Oxygen Plasma Treatment and Deposition of CNx on a Fluorinated Polymer Matrix Composite for Improved Erosion Resistance (Preprint)

High-performance polymer matrix composites PMCs are an appealing choice for materials in aerospace applications due to their high strength-to-weight ratio and stability over a broad temperature range for thousands of service hours. The use of PMCs in propulsion applications is currently limited only by insufficient resistance to erosion by abrasive media. Erosion-resistant coatings may provide the necessary protection, however their application is not straightforward, as surface preparation is a challenge. Specifically, it is because of the resin-rich outer plies, mold release agents, and fluorinated high-temperature polymer matrices that treatment prior to deposition is required.
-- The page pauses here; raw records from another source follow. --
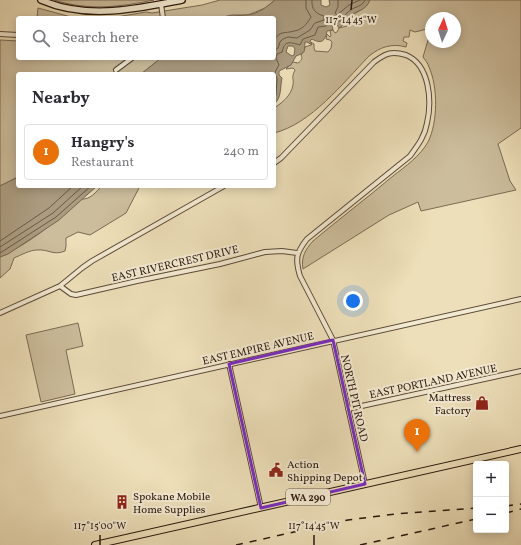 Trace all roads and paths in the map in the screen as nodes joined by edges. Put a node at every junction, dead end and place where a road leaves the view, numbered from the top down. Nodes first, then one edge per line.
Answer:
1 (41, 0) edge
2 (182, 0) edge
3 (161, 4) junction
4 (163, 16) edge
5 (0, 34) edge
6 (16, 35) edge
7 (129, 60) edge
8 (116, 70) dead end
9 (276, 162) edge
10 (220, 188) edge
11 (297, 253) junction
12 (60, 286) junction
13 (521, 299) edge
14 (0, 313) edge
15 (333, 340) junction
16 (229, 364) junction
17 (521, 370) edge
18 (348, 409) junction
19 (0, 416) edge
20 (521, 449) edge
21 (365, 484) junction
22 (261, 508) junction
23 (95, 545) edge

1 - 3 street
2 - 3 street
3 - 4 street
5 - 6 street
7 - 8 street
9 - 11 street
10 - 12 street
11 - 12 street, EAST RIVERCREST DRIVE
11 - 15 street, NORTH PIT ROAD
12 - 14 street
13 - 15 street, EAST EMPIRE AVENUE
15 - 16 street, EAST EMPIRE AVENUE
15 - 18 street, NORTH PIT ROAD
16 - 19 street, EAST EMPIRE AVENUE
16 - 22 street
17 - 18 street, EAST PORTLAND AVENUE
18 - 21 street, NORTH PIT ROAD
20 - 21 main road, WA 290
21 - 22 main road, WA 290
22 - 23 main road, WA 290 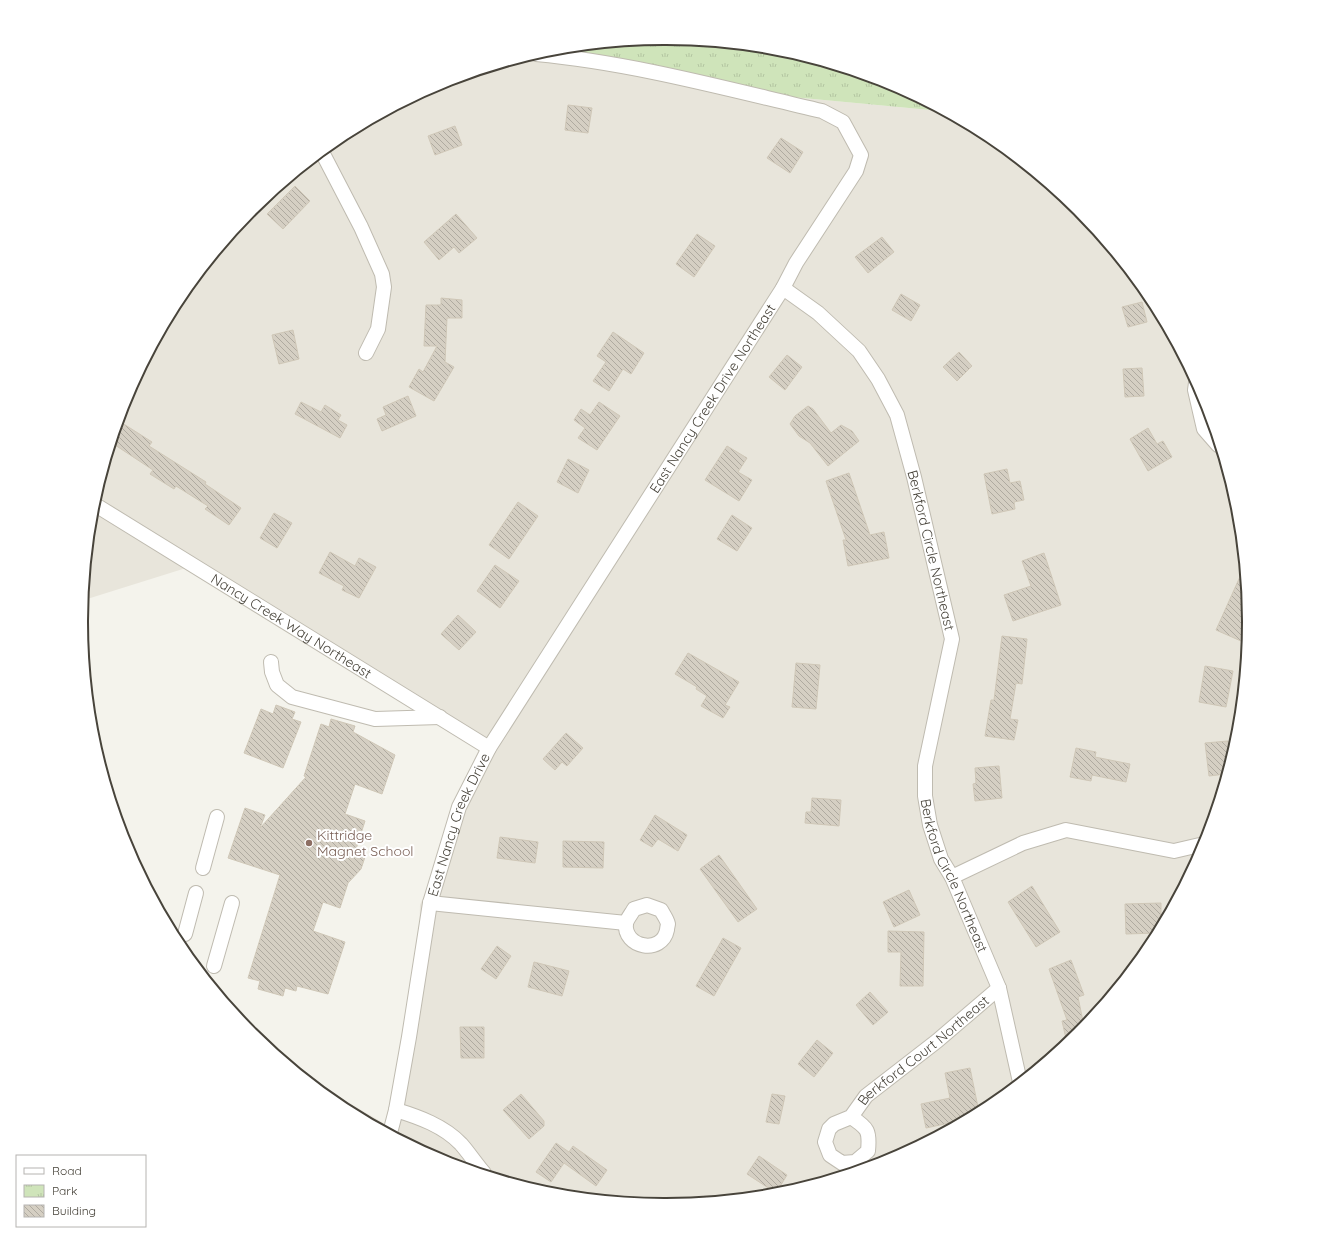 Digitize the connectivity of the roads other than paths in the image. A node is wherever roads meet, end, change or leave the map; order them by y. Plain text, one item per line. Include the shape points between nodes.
1 (556, 56) edge
2 (324, 157) edge
3 (783, 288) junction
4 (366, 353) dead end
5 (1197, 399) edge
6 (1211, 438) edge
7 (100, 508) edge
8 (271, 662) dead end
9 (440, 717) junction
10 (489, 748) junction
11 (217, 817) dead end
12 (1196, 846) edge
13 (203, 868) dead end
14 (952, 877) junction
15 (196, 893) dead end
16 (232, 903) dead end
17 (430, 903) junction
18 (626, 923) dead end
19 (185, 934) dead end
20 (214, 966) dead end
21 (999, 988) junction
22 (1019, 1077) edge
23 (396, 1110) junction
24 (851, 1117) dead end
25 (391, 1129) edge
26 (479, 1167) edge

1 - 3 street, East Nancy Creek Drive Northeast via 659,72 822,111 843,122 861,155 856,171 796,262
2 - 4 street via 362,228 382,274 384,287 378,329
3 - 10 street, East Nancy Creek Drive Northeast
3 - 14 street, Berkford Circle Northeast via 818,313 859,351 878,379 897,415 952,639 925,766 925,796 930,825 941,859
5 - 6 street via 1204,429
7 - 9 street, Nancy Creek Way Northeast
8 - 9 street via 278,685 292,697 376,719
9 - 10 street, Nancy Creek Way Northeast
10 - 17 street, East Nancy Creek Drive via 460,807
11 - 13 street
12 - 14 street via 1174,852 1066,830 1023,843
14 - 21 street, Berkford Circle Northeast
15 - 19 street
16 - 20 street
17 - 18 street
17 - 23 street
21 - 22 street, Berkford Circle Northeast
21 - 24 street, Berkford Court Northeast via 937,1041 866,1096
23 - 25 street
23 - 26 street via 437,1126 460,1143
A low pressure oxygen plasma treatment process was developed to improve adhesion of CNx coatings to a polymer matrix composite. CNx was selected as a protective coating for its high hardness-to-elastic ratio, coupled with elastic resilience. In situ x-ray photoelectron spectroscopy was used to evaluate the effect of the plasma treatment on surface chemistry, and electron microscopy was used to identify changes in the surface morphology of the PMC substrate after plasma exposure. CNx coatings were then deposited on treated PMC substrates. The effect of the plasma predeposition treatment on coating adhesion and erosion resistance was evaluated. The combination of PMC pretreatment and coating with CNx reduced the erosion rate by an order of magnitude.